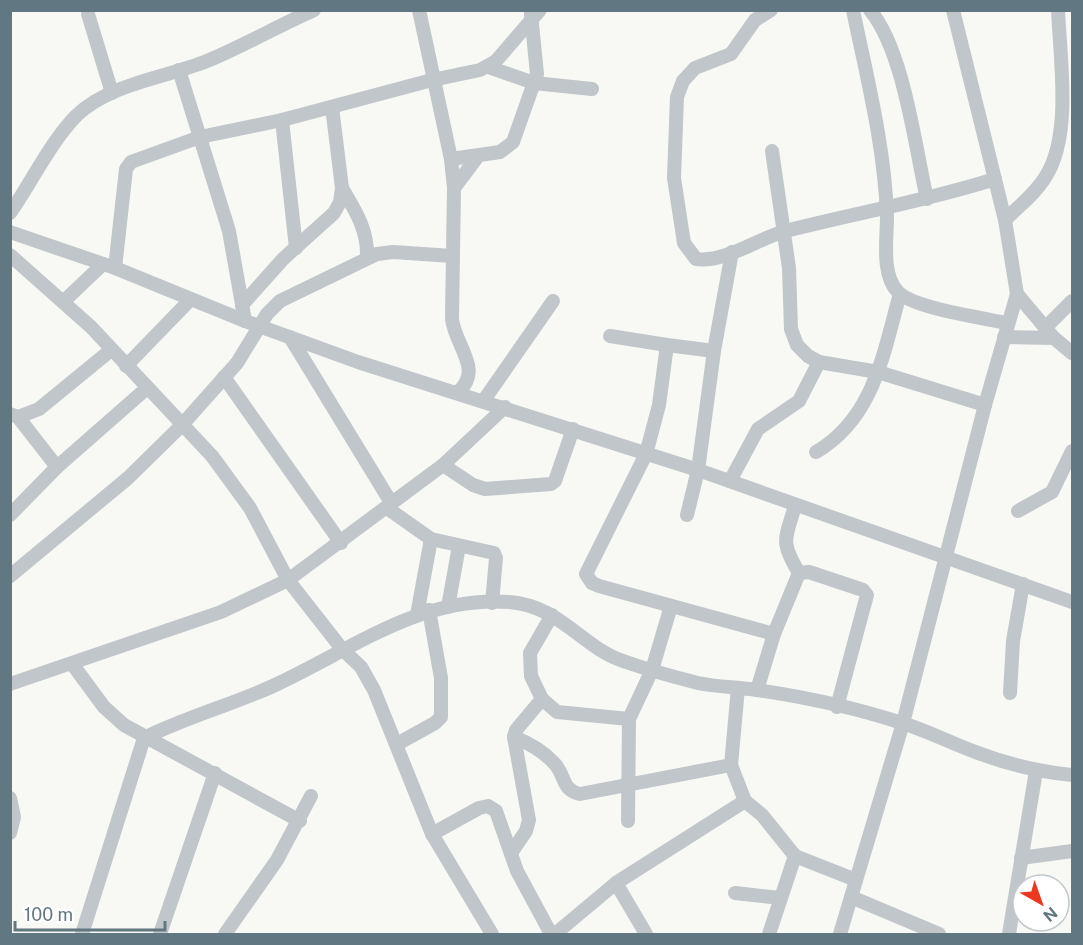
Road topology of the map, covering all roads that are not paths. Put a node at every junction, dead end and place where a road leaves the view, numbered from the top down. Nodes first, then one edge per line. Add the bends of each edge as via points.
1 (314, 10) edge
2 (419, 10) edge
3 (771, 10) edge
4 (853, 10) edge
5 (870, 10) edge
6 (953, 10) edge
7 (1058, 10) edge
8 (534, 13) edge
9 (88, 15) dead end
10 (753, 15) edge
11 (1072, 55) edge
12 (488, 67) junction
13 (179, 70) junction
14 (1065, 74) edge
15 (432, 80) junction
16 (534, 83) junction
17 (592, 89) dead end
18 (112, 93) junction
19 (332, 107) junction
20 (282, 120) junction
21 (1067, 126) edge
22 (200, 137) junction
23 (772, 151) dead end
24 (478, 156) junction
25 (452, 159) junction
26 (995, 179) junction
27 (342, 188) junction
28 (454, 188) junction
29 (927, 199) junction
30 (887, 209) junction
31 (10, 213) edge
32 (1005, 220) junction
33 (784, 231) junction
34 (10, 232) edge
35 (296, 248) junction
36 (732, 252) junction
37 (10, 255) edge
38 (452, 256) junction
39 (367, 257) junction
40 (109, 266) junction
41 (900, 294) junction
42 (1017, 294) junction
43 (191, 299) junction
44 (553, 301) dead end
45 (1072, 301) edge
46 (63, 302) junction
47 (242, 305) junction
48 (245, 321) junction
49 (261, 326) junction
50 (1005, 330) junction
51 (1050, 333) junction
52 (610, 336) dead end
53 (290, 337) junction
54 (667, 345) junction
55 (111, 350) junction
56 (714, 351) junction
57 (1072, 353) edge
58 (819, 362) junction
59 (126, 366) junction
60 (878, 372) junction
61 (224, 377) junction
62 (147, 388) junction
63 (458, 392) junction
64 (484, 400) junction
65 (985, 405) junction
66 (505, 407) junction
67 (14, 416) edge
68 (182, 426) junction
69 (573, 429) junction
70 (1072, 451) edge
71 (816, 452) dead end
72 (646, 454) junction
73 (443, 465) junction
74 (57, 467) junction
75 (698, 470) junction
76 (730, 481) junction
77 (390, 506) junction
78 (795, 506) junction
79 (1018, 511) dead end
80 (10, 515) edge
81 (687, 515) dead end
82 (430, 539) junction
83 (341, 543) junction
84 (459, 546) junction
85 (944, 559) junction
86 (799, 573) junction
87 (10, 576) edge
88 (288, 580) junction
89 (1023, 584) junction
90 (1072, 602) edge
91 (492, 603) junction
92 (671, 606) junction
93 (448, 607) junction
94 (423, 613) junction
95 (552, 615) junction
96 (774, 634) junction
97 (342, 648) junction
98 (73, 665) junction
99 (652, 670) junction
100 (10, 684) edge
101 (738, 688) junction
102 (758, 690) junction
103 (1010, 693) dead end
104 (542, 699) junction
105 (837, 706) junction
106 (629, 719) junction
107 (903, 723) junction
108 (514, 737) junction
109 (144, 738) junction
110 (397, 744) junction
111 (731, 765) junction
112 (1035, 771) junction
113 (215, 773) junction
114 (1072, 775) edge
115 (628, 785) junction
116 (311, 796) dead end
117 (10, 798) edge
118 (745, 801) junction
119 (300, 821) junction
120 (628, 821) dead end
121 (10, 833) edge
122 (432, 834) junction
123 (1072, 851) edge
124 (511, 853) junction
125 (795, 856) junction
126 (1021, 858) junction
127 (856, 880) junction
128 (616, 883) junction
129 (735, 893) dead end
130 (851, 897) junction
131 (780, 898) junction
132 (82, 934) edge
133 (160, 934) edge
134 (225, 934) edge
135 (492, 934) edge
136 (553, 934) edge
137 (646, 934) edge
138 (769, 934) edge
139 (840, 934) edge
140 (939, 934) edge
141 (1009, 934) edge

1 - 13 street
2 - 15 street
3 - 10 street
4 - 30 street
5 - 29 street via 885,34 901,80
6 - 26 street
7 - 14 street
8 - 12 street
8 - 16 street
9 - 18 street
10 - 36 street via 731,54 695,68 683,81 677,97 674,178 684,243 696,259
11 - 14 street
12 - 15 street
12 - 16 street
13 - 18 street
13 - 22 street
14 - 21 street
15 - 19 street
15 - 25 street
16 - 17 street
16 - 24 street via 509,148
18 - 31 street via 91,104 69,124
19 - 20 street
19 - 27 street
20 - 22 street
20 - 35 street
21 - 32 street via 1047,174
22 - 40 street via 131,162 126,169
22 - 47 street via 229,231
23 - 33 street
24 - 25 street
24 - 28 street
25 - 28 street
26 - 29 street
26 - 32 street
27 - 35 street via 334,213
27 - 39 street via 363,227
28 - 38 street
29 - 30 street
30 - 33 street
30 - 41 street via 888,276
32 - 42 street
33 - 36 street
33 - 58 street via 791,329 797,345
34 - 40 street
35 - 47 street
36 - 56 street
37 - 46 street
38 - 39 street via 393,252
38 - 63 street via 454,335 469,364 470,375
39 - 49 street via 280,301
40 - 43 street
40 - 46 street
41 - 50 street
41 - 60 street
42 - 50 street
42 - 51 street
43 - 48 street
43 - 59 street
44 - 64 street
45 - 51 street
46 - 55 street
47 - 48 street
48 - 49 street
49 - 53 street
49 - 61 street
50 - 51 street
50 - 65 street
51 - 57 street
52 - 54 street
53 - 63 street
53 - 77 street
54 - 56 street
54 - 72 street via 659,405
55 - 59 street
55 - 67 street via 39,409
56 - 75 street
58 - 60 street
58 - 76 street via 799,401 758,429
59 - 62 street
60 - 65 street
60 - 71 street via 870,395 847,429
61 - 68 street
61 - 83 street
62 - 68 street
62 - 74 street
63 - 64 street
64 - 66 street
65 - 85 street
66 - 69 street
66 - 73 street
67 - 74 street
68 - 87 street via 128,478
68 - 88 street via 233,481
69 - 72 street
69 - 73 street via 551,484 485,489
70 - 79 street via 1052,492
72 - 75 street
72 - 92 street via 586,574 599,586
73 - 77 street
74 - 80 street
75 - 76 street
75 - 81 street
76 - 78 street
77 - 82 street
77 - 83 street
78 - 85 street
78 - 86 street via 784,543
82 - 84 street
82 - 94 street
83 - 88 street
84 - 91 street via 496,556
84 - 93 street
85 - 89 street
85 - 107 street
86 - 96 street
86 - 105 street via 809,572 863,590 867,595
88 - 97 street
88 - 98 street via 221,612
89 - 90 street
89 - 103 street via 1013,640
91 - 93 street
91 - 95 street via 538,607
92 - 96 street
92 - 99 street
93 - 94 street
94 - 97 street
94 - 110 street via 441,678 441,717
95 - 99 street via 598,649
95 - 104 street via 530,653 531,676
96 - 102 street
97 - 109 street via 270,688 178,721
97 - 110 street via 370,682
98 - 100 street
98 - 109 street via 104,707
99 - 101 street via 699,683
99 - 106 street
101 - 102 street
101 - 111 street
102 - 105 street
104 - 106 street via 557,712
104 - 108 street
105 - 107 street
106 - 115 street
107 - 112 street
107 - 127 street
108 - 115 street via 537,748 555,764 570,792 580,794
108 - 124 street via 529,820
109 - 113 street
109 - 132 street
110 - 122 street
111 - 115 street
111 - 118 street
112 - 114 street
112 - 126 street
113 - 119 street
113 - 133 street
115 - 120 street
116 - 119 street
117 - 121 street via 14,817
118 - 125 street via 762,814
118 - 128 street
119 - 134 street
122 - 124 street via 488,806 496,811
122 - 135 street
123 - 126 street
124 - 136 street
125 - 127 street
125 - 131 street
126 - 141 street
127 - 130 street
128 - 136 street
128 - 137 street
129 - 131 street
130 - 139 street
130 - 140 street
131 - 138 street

---*---

# WORK ITEM:
Pictures are to be left out; the rest of the listing should be printed exactly.

# YOUR SOLUTION:
Road topology of the map, covering all roads that are not paths. Put a node at every junction, dead end and place where a road leaves the view, numbered from the top down. Nodes first, then one edge per line. Add the bends of each edge as via points.
1 (314, 10) edge
2 (419, 10) edge
3 (771, 10) edge
4 (853, 10) edge
5 (870, 10) edge
6 (953, 10) edge
7 (1058, 10) edge
8 (534, 13) edge
9 (88, 15) dead end
10 (753, 15) edge
11 (1072, 55) edge
12 (488, 67) junction
13 (179, 70) junction
14 (1065, 74) edge
15 (432, 80) junction
16 (534, 83) junction
17 (592, 89) dead end
18 (112, 93) junction
19 (332, 107) junction
20 (282, 120) junction
21 (1067, 126) edge
22 (200, 137) junction
23 (772, 151) dead end
24 (478, 156) junction
25 (452, 159) junction
26 (995, 179) junction
27 (342, 188) junction
28 (454, 188) junction
29 (927, 199) junction
30 (887, 209) junction
31 (10, 213) edge
32 (1005, 220) junction
33 (784, 231) junction
34 (10, 232) edge
35 (296, 248) junction
36 (732, 252) junction
37 (10, 255) edge
38 (452, 256) junction
39 (367, 257) junction
40 (109, 266) junction
41 (900, 294) junction
42 (1017, 294) junction
43 (191, 299) junction
44 (553, 301) dead end
45 (1072, 301) edge
46 (63, 302) junction
47 (242, 305) junction
48 (245, 321) junction
49 (261, 326) junction
50 (1005, 330) junction
51 (1050, 333) junction
52 (610, 336) dead end
53 (290, 337) junction
54 (667, 345) junction
55 (111, 350) junction
56 (714, 351) junction
57 (1072, 353) edge
58 (819, 362) junction
59 (126, 366) junction
60 (878, 372) junction
61 (224, 377) junction
62 (147, 388) junction
63 (458, 392) junction
64 (484, 400) junction
65 (985, 405) junction
66 (505, 407) junction
67 (14, 416) edge
68 (182, 426) junction
69 (573, 429) junction
70 (1072, 451) edge
71 (816, 452) dead end
72 (646, 454) junction
73 (443, 465) junction
74 (57, 467) junction
75 (698, 470) junction
76 (730, 481) junction
77 (390, 506) junction
78 (795, 506) junction
79 (1018, 511) dead end
80 (10, 515) edge
81 (687, 515) dead end
82 (430, 539) junction
83 (341, 543) junction
84 (459, 546) junction
85 (944, 559) junction
86 (799, 573) junction
87 (10, 576) edge
88 (288, 580) junction
89 (1023, 584) junction
90 (1072, 602) edge
91 (492, 603) junction
92 (671, 606) junction
93 (448, 607) junction
94 (423, 613) junction
95 (552, 615) junction
96 (774, 634) junction
97 (342, 648) junction
98 (73, 665) junction
99 (652, 670) junction
100 (10, 684) edge
101 (738, 688) junction
102 (758, 690) junction
103 (1010, 693) dead end
104 (542, 699) junction
105 (837, 706) junction
106 (629, 719) junction
107 (903, 723) junction
108 (514, 737) junction
109 (144, 738) junction
110 (397, 744) junction
111 (731, 765) junction
112 (1035, 771) junction
113 (215, 773) junction
114 (1072, 775) edge
115 (628, 785) junction
116 (311, 796) dead end
117 (10, 798) edge
118 (745, 801) junction
119 (300, 821) junction
120 (628, 821) dead end
121 (10, 833) edge
122 (432, 834) junction
123 (1072, 851) edge
124 (511, 853) junction
125 (795, 856) junction
126 (1021, 858) junction
127 (856, 880) junction
128 (616, 883) junction
129 (735, 893) dead end
130 (851, 897) junction
131 (780, 898) junction
132 (82, 934) edge
133 (160, 934) edge
134 (225, 934) edge
135 (492, 934) edge
136 (553, 934) edge
137 (646, 934) edge
138 (769, 934) edge
139 (840, 934) edge
140 (939, 934) edge
141 (1009, 934) edge

1 - 13 street
2 - 15 street
3 - 10 street
4 - 30 street
5 - 29 street via 885,34 901,80
6 - 26 street
7 - 14 street
8 - 12 street
8 - 16 street
9 - 18 street
10 - 36 street via 731,54 695,68 683,81 677,97 674,178 684,243 696,259
11 - 14 street
12 - 15 street
12 - 16 street
13 - 18 street
13 - 22 street
14 - 21 street
15 - 19 street
15 - 25 street
16 - 17 street
16 - 24 street via 509,148
18 - 31 street via 91,104 69,124
19 - 20 street
19 - 27 street
20 - 22 street
20 - 35 street
21 - 32 street via 1047,174
22 - 40 street via 131,162 126,169
22 - 47 street via 229,231
23 - 33 street
24 - 25 street
24 - 28 street
25 - 28 street
26 - 29 street
26 - 32 street
27 - 35 street via 334,213
27 - 39 street via 363,227
28 - 38 street
29 - 30 street
30 - 33 street
30 - 41 street via 888,276
32 - 42 street
33 - 36 street
33 - 58 street via 791,329 797,345
34 - 40 street
35 - 47 street
36 - 56 street
37 - 46 street
38 - 39 street via 393,252
38 - 63 street via 454,335 469,364 470,375
39 - 49 street via 280,301
40 - 43 street
40 - 46 street
41 - 50 street
41 - 60 street
42 - 50 street
42 - 51 street
43 - 48 street
43 - 59 street
44 - 64 street
45 - 51 street
46 - 55 street
47 - 48 street
48 - 49 street
49 - 53 street
49 - 61 street
50 - 51 street
50 - 65 street
51 - 57 street
52 - 54 street
53 - 63 street
53 - 77 street
54 - 56 street
54 - 72 street via 659,405
55 - 59 street
55 - 67 street via 39,409
56 - 75 street
58 - 60 street
58 - 76 street via 799,401 758,429
59 - 62 street
60 - 65 street
60 - 71 street via 870,395 847,429
61 - 68 street
61 - 83 street
62 - 68 street
62 - 74 street
63 - 64 street
64 - 66 street
65 - 85 street
66 - 69 street
66 - 73 street
67 - 74 street
68 - 87 street via 128,478
68 - 88 street via 233,481
69 - 72 street
69 - 73 street via 551,484 485,489
70 - 79 street via 1052,492
72 - 75 street
72 - 92 street via 586,574 599,586
73 - 77 street
74 - 80 street
75 - 76 street
75 - 81 street
76 - 78 street
77 - 82 street
77 - 83 street
78 - 85 street
78 - 86 street via 784,543
82 - 84 street
82 - 94 street
83 - 88 street
84 - 91 street via 496,556
84 - 93 street
85 - 89 street
85 - 107 street
86 - 96 street
86 - 105 street via 809,572 863,590 867,595
88 - 97 street
88 - 98 street via 221,612
89 - 90 street
89 - 103 street via 1013,640
91 - 93 street
91 - 95 street via 538,607
92 - 96 street
92 - 99 street
93 - 94 street
94 - 97 street
94 - 110 street via 441,678 441,717
95 - 99 street via 598,649
95 - 104 street via 530,653 531,676
96 - 102 street
97 - 109 street via 270,688 178,721
97 - 110 street via 370,682
98 - 100 street
98 - 109 street via 104,707
99 - 101 street via 699,683
99 - 106 street
101 - 102 street
101 - 111 street
102 - 105 street
104 - 106 street via 557,712
104 - 108 street
105 - 107 street
106 - 115 street
107 - 112 street
107 - 127 street
108 - 115 street via 537,748 555,764 570,792 580,794
108 - 124 street via 529,820
109 - 113 street
109 - 132 street
110 - 122 street
111 - 115 street
111 - 118 street
112 - 114 street
112 - 126 street
113 - 119 street
113 - 133 street
115 - 120 street
116 - 119 street
117 - 121 street via 14,817
118 - 125 street via 762,814
118 - 128 street
119 - 134 street
122 - 124 street via 488,806 496,811
122 - 135 street
123 - 126 street
124 - 136 street
125 - 127 street
125 - 131 street
126 - 141 street
127 - 130 street
128 - 136 street
128 - 137 street
129 - 131 street
130 - 139 street
130 - 140 street
131 - 138 street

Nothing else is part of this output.